BTW News Briefs


NEA Announces 72 Organizations to Receive Big Read Grants

On October 31, the National Endowment for the Arts (NEA) announced that 72 organizations would receive grants to support Big Read programs between January and June 2007. The Big Read is a new national program by the NEA, in partnership with the Institute of Museum and Library Services (IMLS) and Arts Midwest, which encourages literary reading by asking communities to come together to read and discuss one book. The organizations selected to participate in the Big Read will receive grants ranging from $5,000 to $40,000 to promote and carry out month-long, community-based programs.

After executing a successful pilot Big Read program with ten communities in 2006, the Arts Endowment announced in May that it would take the Big Read nationwide. In July, First Lady Laura Bush joined the Big Read as its Honorary Chair. Modeled on successful "city reads" programs, the Big Read is meant to address the national decline in literary reading as documented in the NEA's 2004 landmark survey Reading at Risk: A Survey of Literary Reading in America. The survey showed that less than half the American adult population now reads literature.


BEA Names New Marketing Director

On October 26, BookExpo America (BEA) announced that Kelly Hartman had been named the trade show's marketing director. Most recently, Kelly was marketing manager for Reed Exhibitions New Business Group, where she was responsible for the launch of trade shows in a variety of consumer and trade industries, including pop-culture, jewelry retail, interior design, and health. She will now devote her time exclusively to overseeing the marketing for BEA and for New York Comic Con.


Bookseller David Unowsky Makes Plans to Run for City Council

The St. Paul Pioneer Press recently reported that David Unowsky, the former owner of Ruminator Books, founder of the Metro Independent Business Alliance, and current bookseller at Magers & Quinn Booksellers, is planning to run against 3rd Ward St. Paul City Council Member Pat Harris next year. The 3rd Ward principally covers Highland Park and part of Macalester-Groveland.

"I have been thinking about this for a long time. I think it's time for a change," Unowsky told the Pioneer Press on the Monday after he filed paperwork for his "Unowksy for Council" Committee Although he would not elaborate on his reasons for running, Unowsky told the Press that he was looking for endorsements from both the Democratic-Farmer-Labor and Green parties.


Study Finds Visa/MasterCard Processing Fees Exceed Actual Costs

According to the National Retail Federation, a recently released independent report shows that only a small fraction of the $30.7 billion in credit and debit card interchange fees Visa and MasterCard collect from merchants and consumers is actually necessary to cover the cost of processing card transactions.
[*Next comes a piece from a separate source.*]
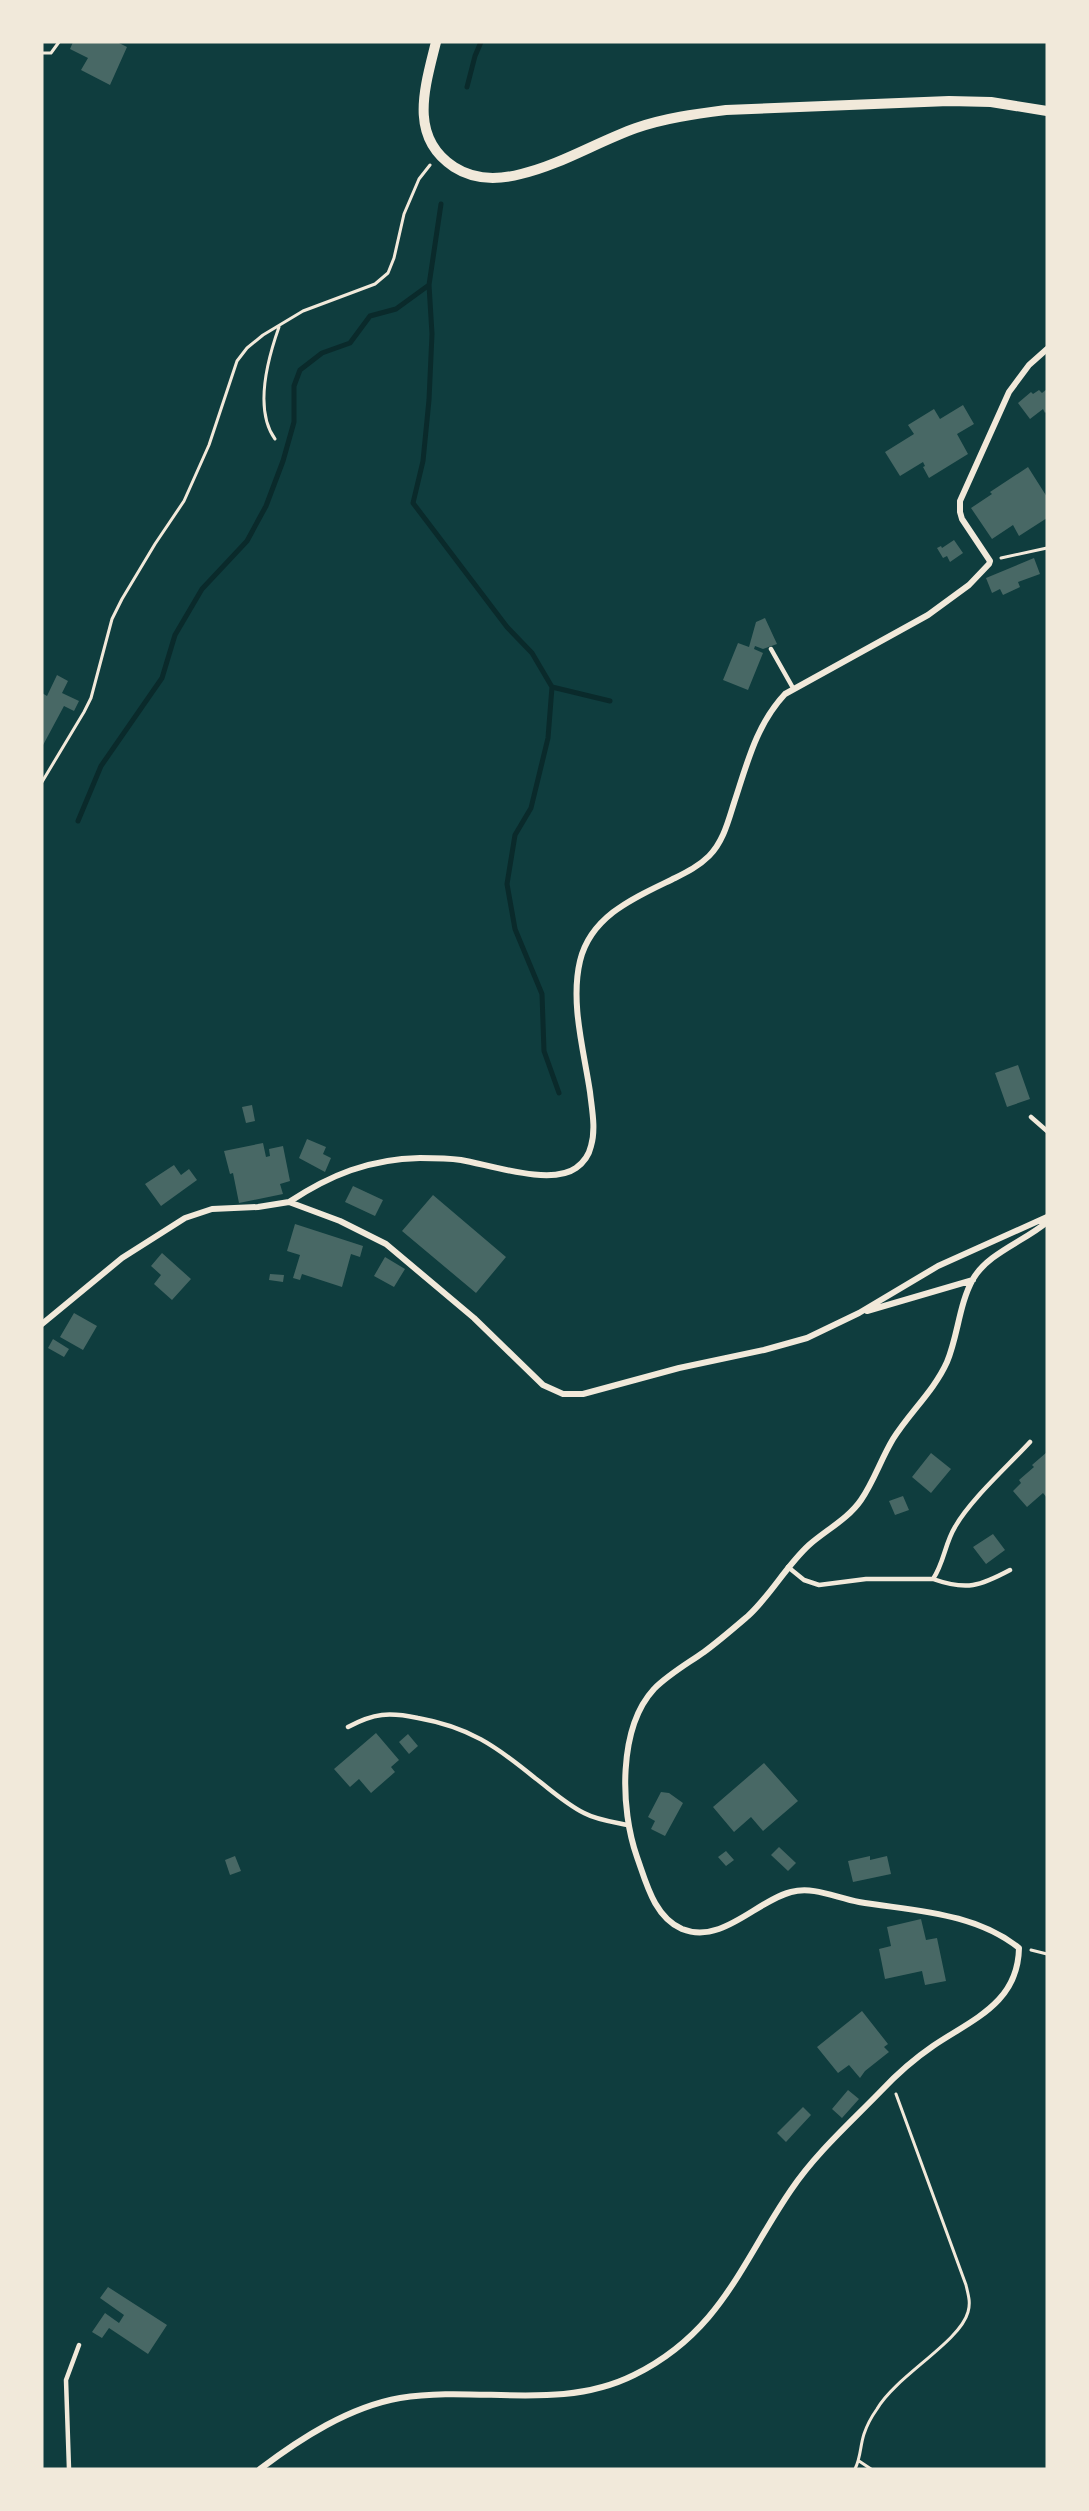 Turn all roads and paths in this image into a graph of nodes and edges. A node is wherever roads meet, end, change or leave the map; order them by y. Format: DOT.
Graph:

A New Business Model for Card Payments, issued by Chicago's Diamond Management and Technology Consultants Inc., shows that only 13 percent of interchange fees go toward transaction processing costs. The remaining 87 percent goes to Visa/MasterCard banks to cover a wide range of expenditures including reward programs for some cardholders (44 percent) and card issuers' cost of funds and profit margins (35 percent), according to the report.

"This report corroborates the data and messages that merchants have communicated to lawmakers over the past year," said NRF Senior Vice President and General Counsel Mallory Duncan. This is important research that will help the public understand how much Visa and MasterCard are needlessly charging them. Among other things, this fee is fueling the flood of credit card offers stuffing consumers' mailboxes."

In related news, Visa recently released a list of the credit and debit card interchange rates it charges retailers, but didn't answer why the fees are so high or address allegations that the rate-setting process violates federal antitrust laws, the National Retail Federation reported. Visa and MasterCard collected $30.7 billion in interchange fees last year, up 85 percent over the past five years, according to MPC figures.

On October 17, Visa released a five-page document listing a total of 79 combinations of interchange rates charged to merchants, ranging from as low as 0.55 percent to as high as 2.7 percent. The document offered no averages, dollar amounts, or other indications of which rates are most prevalent. Interchange is a percentage of each transaction that Visa and MasterCard banks collect from retailers every time their credit or debit cards are used to pay for a purchase.